Only lines with the word "Oakman" belong in the answer; copy them from the records below.

*** Material for the task Section Begins ***

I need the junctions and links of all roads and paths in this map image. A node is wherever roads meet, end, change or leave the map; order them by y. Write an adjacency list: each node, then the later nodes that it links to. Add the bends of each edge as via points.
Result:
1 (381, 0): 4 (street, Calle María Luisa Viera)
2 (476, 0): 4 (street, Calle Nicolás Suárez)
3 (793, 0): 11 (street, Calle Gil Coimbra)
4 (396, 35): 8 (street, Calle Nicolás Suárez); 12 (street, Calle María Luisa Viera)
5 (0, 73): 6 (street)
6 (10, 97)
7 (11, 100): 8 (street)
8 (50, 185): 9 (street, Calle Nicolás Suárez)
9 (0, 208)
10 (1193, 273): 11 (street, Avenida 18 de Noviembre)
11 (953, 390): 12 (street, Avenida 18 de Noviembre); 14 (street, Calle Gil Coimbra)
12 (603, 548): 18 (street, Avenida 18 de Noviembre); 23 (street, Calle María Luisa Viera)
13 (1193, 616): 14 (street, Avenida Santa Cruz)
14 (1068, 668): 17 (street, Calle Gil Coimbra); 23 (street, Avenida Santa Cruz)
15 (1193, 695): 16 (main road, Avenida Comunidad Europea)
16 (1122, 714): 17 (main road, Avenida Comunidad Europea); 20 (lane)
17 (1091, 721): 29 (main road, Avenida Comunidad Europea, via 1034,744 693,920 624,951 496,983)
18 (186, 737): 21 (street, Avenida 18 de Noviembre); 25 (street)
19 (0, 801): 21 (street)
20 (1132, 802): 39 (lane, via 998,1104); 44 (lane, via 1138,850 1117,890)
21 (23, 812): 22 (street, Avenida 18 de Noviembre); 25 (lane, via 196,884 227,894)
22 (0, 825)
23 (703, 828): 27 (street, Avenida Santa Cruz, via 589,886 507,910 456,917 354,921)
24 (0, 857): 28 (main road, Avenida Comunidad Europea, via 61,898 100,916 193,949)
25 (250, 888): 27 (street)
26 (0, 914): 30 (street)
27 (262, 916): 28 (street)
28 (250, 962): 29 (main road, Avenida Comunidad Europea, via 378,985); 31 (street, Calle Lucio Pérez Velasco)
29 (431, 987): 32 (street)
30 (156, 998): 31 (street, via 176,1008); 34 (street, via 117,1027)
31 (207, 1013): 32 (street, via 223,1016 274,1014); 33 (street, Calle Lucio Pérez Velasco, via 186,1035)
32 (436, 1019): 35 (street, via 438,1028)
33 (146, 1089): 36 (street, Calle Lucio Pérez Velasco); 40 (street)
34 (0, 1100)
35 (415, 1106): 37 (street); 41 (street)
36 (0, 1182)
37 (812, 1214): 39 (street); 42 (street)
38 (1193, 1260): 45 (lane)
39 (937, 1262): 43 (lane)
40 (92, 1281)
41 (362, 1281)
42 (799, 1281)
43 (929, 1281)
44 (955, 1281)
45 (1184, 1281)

*** Material for the task Section Ends ***
*** Material for the task Section Begins ***

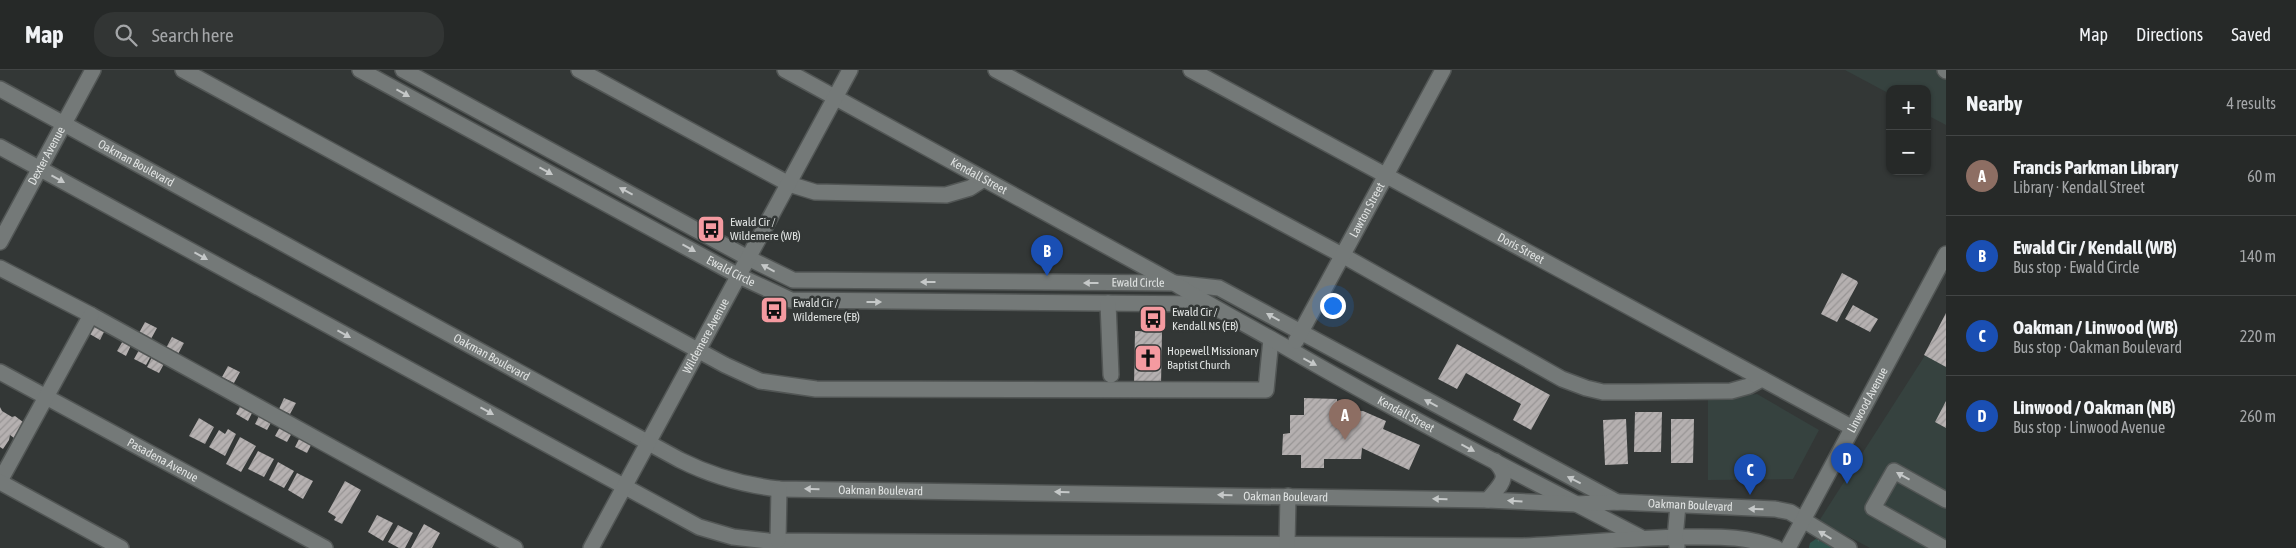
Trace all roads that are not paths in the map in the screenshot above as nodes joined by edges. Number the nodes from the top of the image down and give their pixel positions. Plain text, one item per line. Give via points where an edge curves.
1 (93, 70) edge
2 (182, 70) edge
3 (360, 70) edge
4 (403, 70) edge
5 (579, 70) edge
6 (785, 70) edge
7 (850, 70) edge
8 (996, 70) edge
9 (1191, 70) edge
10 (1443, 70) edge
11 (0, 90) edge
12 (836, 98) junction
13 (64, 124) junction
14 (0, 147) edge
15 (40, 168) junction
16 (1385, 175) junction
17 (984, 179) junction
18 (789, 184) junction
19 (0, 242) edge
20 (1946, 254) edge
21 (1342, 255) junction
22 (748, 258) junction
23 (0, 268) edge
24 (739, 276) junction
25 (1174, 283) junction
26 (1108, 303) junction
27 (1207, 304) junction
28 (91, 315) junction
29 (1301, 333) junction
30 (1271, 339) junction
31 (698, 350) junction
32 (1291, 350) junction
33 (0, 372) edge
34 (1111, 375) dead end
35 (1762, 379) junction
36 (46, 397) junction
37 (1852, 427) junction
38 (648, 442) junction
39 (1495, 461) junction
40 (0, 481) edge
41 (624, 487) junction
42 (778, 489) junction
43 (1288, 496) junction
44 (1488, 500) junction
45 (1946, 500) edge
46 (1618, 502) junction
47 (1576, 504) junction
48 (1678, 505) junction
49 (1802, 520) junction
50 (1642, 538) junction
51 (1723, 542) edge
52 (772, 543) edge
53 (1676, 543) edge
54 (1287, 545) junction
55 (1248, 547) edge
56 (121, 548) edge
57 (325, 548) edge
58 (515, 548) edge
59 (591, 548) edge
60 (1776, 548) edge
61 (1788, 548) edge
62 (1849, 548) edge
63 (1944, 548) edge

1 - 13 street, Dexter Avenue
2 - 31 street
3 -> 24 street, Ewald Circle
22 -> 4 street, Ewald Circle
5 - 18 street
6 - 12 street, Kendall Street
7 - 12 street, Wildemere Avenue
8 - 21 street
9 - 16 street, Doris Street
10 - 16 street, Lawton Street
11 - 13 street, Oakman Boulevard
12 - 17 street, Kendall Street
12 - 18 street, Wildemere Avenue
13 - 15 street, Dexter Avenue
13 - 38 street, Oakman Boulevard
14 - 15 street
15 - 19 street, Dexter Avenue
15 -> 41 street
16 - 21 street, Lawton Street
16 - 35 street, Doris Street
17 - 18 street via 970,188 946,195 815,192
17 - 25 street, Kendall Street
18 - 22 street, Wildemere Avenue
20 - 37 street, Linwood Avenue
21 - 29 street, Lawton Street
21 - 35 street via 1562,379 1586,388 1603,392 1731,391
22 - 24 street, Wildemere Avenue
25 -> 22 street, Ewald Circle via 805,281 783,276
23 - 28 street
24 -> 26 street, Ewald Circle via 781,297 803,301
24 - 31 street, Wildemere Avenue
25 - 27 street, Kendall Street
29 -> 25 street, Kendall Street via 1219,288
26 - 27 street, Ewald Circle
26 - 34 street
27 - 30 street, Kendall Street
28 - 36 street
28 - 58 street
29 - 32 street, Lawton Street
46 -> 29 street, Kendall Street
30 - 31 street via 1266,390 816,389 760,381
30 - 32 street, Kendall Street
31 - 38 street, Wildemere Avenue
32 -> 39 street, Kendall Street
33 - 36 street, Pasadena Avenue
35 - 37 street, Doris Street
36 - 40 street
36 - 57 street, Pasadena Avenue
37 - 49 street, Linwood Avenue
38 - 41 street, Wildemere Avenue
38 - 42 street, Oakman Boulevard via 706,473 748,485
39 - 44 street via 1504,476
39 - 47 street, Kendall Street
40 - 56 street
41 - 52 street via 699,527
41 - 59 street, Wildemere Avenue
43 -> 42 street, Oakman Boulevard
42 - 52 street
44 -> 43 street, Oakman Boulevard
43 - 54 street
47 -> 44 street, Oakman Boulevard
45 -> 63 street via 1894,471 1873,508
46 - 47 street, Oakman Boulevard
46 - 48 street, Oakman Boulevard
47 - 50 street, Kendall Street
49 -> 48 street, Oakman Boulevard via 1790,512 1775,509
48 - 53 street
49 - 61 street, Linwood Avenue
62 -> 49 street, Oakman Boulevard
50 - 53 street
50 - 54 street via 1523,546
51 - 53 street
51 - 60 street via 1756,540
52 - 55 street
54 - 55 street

*** Material for the task Section Ends ***

### [Response box]
11 - 13 street, Oakman Boulevard
13 - 38 street, Oakman Boulevard
38 - 42 street, Oakman Boulevard via 706,473 748,485
43 -> 42 street, Oakman Boulevard
44 -> 43 street, Oakman Boulevard
47 -> 44 street, Oakman Boulevard
46 - 47 street, Oakman Boulevard
46 - 48 street, Oakman Boulevard
49 -> 48 street, Oakman Boulevard via 1790,512 1775,509
62 -> 49 street, Oakman Boulevard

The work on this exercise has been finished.